In reviewing generator data sheets I found they typically do not list the x/r, and was hoping someone could point me in the right direction, I have on document that indicates for most machines X/R can be approximated at X/R=2*PI*f*Ta assuming that x2 is approximate the same as x”, however looking at the gen. data sheets It appears that the x2 and x” are not equal for this specific gen. [0.2625 vs 0.1655], I found another publication [reference to it C37.013 generator brkrs] that reference to calculate the x/r for the gen breaker [I assume this would also be adequate for the gen] that assumes X=x”, and R=x2/2*PI*f*Ta, with the x” and x2 not being equal this provides different results, just curious if there are any publications with reference to this or if the C37.013 is the one typically followed??
Appendix Part II Impedance Data Table 8A [from ANSI 37.010 ]
what is Ta?
Originally Posted by Mike01
In my opinion, Ta=x2/2/pi()/frq/ra where x2=negative sequence reactance and ra=stator winding resistance-it is the d.c. component time constant.
Yep, Ta would be the the armature short circuit time constant from the gen data sheet..
Mike... reur query about Ta:
A generator's current contribution to an electrical fault at (or beyond) its terminals, decays exponentially at a rate determined by the time constant, Ta.
2) Magnitude Basis.
Ta is simply the armature (stator) winding's inductance-to-resistance ratio. The inductance is found from its negative-sequence reactance, X2, while its resistance is Ra. But, the sub-transient-reactance can beused.
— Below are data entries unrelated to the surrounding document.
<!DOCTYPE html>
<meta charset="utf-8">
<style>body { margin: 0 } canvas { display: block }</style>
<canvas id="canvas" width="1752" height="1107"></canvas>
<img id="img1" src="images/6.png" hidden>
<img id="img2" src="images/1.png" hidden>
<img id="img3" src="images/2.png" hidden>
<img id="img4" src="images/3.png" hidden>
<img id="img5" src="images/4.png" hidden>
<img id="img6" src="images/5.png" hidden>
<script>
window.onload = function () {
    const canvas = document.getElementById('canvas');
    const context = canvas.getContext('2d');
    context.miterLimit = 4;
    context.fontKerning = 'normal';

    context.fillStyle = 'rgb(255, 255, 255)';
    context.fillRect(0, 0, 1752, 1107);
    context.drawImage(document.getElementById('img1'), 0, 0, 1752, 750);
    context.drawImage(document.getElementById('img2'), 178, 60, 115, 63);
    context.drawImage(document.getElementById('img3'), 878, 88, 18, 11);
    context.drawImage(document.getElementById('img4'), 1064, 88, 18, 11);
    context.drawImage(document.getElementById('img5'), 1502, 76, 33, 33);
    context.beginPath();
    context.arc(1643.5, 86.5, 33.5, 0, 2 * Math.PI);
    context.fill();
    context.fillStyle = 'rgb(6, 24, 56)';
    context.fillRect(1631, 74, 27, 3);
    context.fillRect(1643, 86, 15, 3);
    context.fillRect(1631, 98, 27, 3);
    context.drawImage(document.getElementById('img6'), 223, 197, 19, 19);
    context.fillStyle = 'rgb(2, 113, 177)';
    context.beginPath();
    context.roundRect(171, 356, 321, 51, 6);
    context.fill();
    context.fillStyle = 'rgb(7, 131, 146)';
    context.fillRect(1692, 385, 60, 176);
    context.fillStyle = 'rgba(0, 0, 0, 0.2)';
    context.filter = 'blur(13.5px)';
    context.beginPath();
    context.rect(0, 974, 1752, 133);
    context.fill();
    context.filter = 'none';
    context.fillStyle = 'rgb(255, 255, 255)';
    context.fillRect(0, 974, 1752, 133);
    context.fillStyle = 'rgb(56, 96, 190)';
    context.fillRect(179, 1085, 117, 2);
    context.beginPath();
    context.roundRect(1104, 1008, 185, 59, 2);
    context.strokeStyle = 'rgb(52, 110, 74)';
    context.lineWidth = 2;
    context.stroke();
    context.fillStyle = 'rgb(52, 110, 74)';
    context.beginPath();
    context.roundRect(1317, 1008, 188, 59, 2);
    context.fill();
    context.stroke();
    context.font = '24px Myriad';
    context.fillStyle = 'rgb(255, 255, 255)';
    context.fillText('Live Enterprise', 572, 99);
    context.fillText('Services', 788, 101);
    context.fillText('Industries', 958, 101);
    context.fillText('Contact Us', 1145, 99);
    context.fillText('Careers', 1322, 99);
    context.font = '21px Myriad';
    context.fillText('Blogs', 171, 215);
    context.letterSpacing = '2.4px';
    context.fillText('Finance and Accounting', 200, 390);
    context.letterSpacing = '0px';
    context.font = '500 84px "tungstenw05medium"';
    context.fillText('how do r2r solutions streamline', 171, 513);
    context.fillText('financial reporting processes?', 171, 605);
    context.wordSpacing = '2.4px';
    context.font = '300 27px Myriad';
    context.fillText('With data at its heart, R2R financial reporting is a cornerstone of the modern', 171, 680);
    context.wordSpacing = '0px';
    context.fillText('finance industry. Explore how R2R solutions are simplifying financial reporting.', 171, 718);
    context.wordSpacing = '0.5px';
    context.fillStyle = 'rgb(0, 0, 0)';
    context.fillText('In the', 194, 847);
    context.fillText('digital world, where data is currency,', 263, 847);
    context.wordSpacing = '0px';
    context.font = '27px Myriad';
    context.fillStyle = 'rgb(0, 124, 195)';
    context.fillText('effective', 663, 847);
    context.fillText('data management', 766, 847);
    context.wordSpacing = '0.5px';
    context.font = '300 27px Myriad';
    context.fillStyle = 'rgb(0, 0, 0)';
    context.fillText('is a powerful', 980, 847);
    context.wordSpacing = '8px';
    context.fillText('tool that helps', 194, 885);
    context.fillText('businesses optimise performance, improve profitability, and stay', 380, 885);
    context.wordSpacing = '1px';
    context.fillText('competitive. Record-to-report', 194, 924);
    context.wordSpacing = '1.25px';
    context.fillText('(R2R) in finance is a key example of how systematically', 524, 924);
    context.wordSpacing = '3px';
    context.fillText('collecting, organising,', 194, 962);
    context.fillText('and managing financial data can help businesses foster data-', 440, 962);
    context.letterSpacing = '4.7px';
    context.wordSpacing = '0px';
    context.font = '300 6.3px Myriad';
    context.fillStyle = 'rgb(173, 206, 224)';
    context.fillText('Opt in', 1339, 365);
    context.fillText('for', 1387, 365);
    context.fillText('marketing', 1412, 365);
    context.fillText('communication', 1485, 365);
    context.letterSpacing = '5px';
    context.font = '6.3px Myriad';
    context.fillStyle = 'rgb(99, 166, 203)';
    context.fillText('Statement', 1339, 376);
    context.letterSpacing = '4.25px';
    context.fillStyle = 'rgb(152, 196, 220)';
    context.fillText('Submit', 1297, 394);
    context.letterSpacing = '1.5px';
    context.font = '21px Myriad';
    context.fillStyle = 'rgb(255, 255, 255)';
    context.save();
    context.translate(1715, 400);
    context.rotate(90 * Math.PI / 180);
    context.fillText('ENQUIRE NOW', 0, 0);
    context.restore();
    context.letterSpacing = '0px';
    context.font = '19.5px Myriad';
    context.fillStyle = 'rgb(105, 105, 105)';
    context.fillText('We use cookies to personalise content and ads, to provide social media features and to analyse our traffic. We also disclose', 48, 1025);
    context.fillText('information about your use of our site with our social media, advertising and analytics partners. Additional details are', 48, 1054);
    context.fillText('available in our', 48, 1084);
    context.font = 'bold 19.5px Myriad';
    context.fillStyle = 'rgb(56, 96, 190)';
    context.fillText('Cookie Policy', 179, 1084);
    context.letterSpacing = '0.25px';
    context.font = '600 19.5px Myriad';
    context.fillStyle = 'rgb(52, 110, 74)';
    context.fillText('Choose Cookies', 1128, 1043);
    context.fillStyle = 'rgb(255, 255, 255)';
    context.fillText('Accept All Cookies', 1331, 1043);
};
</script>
I am not aware of a standard, but there are typical values shown in reference documentation. Typically, in the USA, a 2-pole machine has an average value of 0.13, but ranges between 0.04 to 0.24. The 4-pole machine values are 0.20, and 0.15 to 0.35, respectively! I also believe that European machines have comparable values.
The higher value indicates, at least to me, that there is more copper than "usual!"
I used Westinghouse's T&D Electrical Reference Book (ca 1950). I'm sure you should be able to obtain data from the manufacture. However, if not, let me know and I will send you a copy of the "Typical Constants" Table!
Ta is used for faults at the generator's terminals. Ta' is used for faults beyond the generator's terminals. Ta' is the value Ta, but adjusted to include the circuit impedance between the generator and the fault location!
Regards, Phil Corso
In IEC 60909-2 /2008
Table 1 – Actual data of typical synchronous generators, motors and condensers
there are some indications about Ta –on the last column[for 2 poles generators above 50 MVA Ta=0.19-0.48]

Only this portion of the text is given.